Work required >> From the entries, filter out every line that lacks "their" and copy the rest.

Material supplied >>
[Start of section]
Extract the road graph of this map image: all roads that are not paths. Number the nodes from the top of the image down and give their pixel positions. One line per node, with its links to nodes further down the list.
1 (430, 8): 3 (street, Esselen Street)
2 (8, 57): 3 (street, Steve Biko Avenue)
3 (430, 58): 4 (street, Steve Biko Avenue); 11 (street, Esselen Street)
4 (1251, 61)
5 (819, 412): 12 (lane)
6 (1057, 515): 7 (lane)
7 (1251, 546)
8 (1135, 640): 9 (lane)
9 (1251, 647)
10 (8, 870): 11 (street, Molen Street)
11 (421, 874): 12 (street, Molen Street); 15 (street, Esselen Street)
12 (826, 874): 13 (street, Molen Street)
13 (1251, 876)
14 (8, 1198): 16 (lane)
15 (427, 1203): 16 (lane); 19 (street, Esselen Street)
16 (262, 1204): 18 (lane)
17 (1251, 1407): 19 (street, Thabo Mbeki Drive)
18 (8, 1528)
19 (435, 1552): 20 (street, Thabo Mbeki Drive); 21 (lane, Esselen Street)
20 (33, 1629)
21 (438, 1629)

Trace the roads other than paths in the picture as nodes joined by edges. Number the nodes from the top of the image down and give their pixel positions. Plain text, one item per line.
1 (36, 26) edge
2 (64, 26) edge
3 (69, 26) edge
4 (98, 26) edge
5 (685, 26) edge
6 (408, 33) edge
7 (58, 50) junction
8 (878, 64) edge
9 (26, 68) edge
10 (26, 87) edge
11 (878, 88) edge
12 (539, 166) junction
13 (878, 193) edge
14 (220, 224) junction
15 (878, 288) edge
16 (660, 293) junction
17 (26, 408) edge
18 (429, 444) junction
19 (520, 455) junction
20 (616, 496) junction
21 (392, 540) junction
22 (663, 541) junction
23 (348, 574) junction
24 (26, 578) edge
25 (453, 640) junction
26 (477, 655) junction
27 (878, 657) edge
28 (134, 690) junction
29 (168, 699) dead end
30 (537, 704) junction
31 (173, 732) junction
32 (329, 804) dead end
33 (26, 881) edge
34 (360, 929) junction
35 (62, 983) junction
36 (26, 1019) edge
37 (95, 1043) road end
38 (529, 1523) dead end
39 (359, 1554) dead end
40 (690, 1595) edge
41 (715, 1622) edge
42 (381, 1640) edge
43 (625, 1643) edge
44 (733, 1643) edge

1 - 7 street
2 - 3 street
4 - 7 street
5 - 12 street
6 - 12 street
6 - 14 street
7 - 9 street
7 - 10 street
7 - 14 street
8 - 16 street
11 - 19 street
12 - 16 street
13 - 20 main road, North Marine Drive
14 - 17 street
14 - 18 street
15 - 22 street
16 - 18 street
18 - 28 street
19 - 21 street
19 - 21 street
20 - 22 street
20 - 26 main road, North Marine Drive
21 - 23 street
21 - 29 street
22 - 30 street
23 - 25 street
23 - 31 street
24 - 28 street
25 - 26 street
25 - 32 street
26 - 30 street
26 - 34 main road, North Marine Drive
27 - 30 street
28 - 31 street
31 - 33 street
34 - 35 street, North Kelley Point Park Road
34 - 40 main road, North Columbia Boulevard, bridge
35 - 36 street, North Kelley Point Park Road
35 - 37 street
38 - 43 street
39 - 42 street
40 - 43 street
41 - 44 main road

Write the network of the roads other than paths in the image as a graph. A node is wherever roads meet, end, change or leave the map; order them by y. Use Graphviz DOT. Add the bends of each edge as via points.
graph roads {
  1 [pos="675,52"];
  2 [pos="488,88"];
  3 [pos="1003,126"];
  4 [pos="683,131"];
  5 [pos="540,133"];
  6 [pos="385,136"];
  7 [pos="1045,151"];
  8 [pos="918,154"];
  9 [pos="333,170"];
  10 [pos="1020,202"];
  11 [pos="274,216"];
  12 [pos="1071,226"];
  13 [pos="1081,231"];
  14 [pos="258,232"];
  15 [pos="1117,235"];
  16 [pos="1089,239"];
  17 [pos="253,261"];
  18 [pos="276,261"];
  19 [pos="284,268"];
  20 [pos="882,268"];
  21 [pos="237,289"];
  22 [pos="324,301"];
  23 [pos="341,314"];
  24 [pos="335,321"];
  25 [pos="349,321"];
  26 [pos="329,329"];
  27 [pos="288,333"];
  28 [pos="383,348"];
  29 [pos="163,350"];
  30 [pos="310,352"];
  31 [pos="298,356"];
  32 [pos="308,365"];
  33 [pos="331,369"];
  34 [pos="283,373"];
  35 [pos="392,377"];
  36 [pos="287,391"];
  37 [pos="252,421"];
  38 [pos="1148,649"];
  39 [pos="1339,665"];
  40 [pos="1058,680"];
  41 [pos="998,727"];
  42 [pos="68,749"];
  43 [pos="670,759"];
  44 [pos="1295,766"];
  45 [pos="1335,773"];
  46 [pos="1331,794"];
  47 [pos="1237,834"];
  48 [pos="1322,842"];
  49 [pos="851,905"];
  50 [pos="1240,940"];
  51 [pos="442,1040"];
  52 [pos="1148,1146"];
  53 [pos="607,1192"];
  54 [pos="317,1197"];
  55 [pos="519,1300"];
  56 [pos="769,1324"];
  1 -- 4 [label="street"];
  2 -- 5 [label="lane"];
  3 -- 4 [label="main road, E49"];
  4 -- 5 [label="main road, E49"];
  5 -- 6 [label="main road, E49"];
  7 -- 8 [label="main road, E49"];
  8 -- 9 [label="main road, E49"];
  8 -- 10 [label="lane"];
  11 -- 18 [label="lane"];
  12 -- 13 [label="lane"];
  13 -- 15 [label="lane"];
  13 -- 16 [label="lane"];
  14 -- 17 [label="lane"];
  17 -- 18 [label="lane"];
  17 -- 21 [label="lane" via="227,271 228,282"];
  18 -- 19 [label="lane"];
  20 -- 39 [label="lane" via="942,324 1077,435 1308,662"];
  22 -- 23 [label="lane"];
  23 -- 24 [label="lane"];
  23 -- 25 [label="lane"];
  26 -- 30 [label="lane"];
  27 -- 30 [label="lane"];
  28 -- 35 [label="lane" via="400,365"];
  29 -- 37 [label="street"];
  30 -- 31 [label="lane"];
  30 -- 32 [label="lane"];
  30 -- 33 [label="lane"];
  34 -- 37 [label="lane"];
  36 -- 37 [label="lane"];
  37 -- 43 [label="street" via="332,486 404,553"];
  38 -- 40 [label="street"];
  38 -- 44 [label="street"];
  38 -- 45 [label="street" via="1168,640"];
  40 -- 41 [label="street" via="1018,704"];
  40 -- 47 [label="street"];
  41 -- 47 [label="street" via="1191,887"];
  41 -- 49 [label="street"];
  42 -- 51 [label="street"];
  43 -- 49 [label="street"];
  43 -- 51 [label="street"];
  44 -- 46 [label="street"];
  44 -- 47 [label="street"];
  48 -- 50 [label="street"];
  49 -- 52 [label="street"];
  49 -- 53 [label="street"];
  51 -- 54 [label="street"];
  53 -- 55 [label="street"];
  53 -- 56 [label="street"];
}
[End of section]
Solution for this task >>
Extract the road graph of this map image: all roads that are not paths. Number the nodes from the top of the image down and give their pixel positions. One line per node, with its links to nodes further down the list.
Trace the roads other than paths in the picture as nodes joined by edges. Number the nodes from the top of the image down and give their pixel positions. Plain text, one item per line.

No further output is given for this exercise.